# What is being asked
Every line in the records below that holds "main" must be identified and copied.

# Extracted material

*** Begin section ***

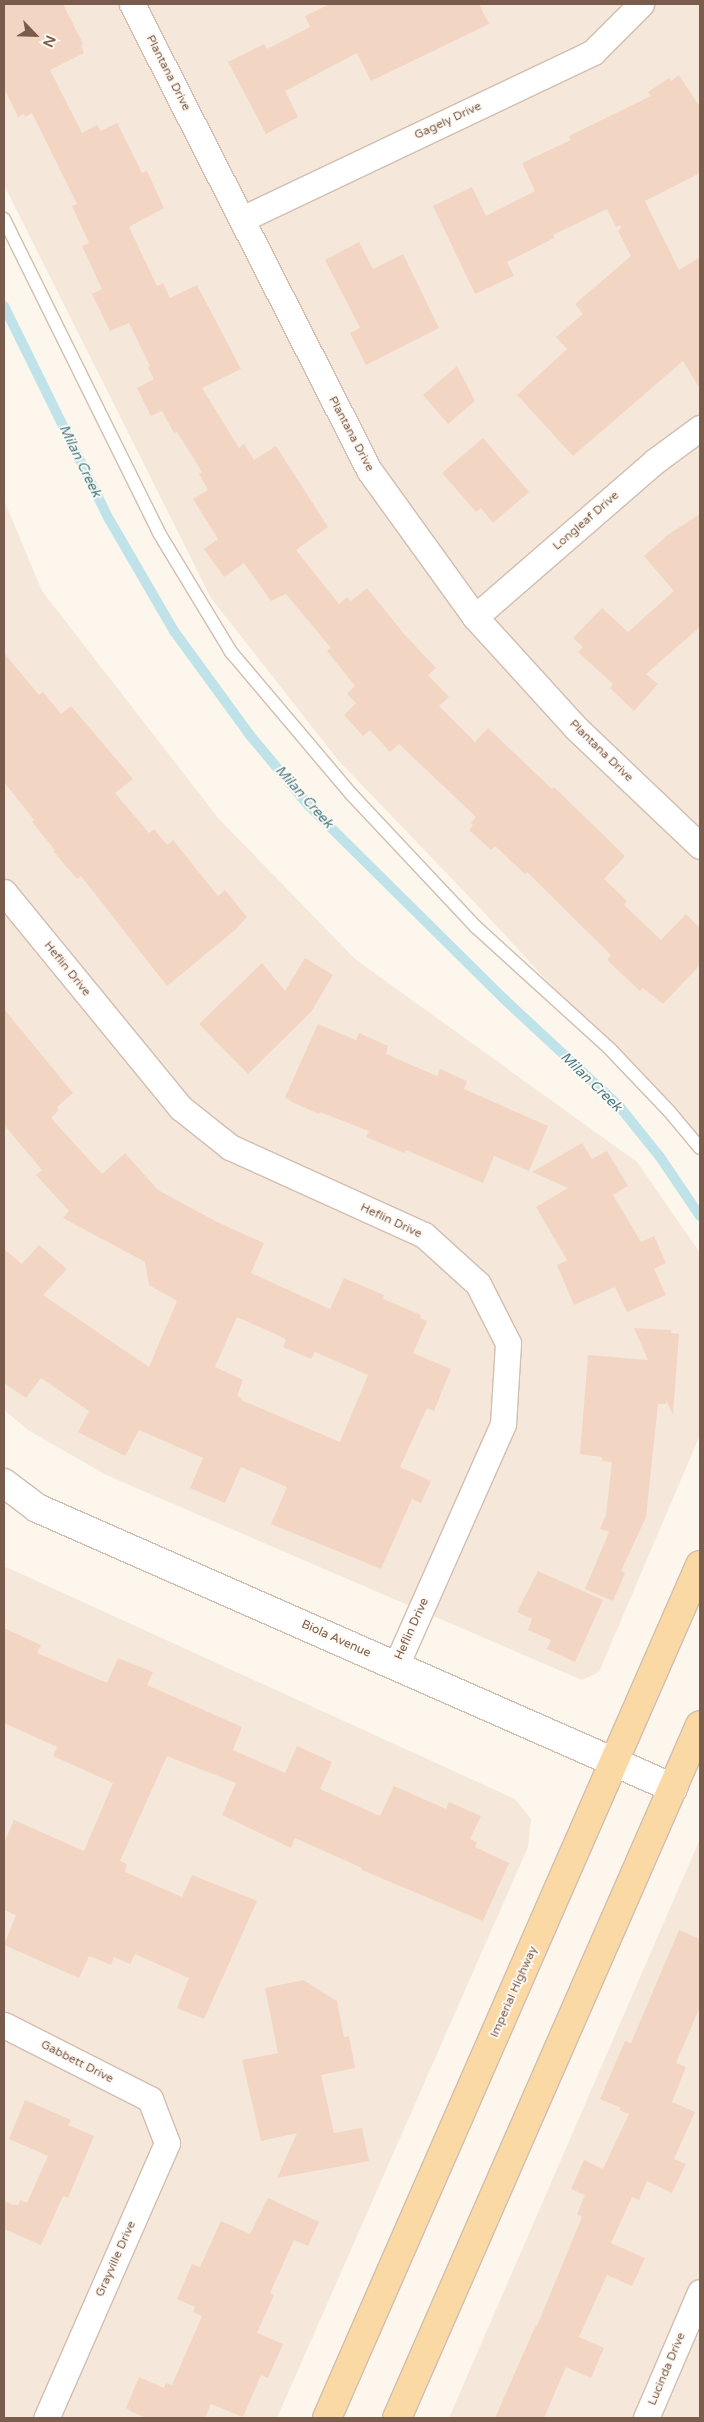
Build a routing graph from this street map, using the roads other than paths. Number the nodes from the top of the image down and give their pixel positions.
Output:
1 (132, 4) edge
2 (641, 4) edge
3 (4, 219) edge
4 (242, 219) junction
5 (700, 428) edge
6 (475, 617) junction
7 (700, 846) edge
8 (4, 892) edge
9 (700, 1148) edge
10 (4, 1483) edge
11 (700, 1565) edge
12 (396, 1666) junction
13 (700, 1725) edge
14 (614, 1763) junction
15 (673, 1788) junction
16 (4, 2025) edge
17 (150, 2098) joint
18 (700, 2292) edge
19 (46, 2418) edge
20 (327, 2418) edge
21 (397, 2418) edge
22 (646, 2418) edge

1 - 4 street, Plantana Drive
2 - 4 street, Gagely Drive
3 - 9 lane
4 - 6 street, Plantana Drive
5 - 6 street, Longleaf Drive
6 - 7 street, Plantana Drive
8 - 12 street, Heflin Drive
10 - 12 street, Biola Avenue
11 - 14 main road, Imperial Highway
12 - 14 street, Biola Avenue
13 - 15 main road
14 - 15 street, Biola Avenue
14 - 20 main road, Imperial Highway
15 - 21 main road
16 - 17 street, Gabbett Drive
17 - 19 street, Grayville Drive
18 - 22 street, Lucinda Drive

*** End section ***

# Response to this exercise
11 - 14 main road, Imperial Highway
13 - 15 main road
14 - 20 main road, Imperial Highway
15 - 21 main road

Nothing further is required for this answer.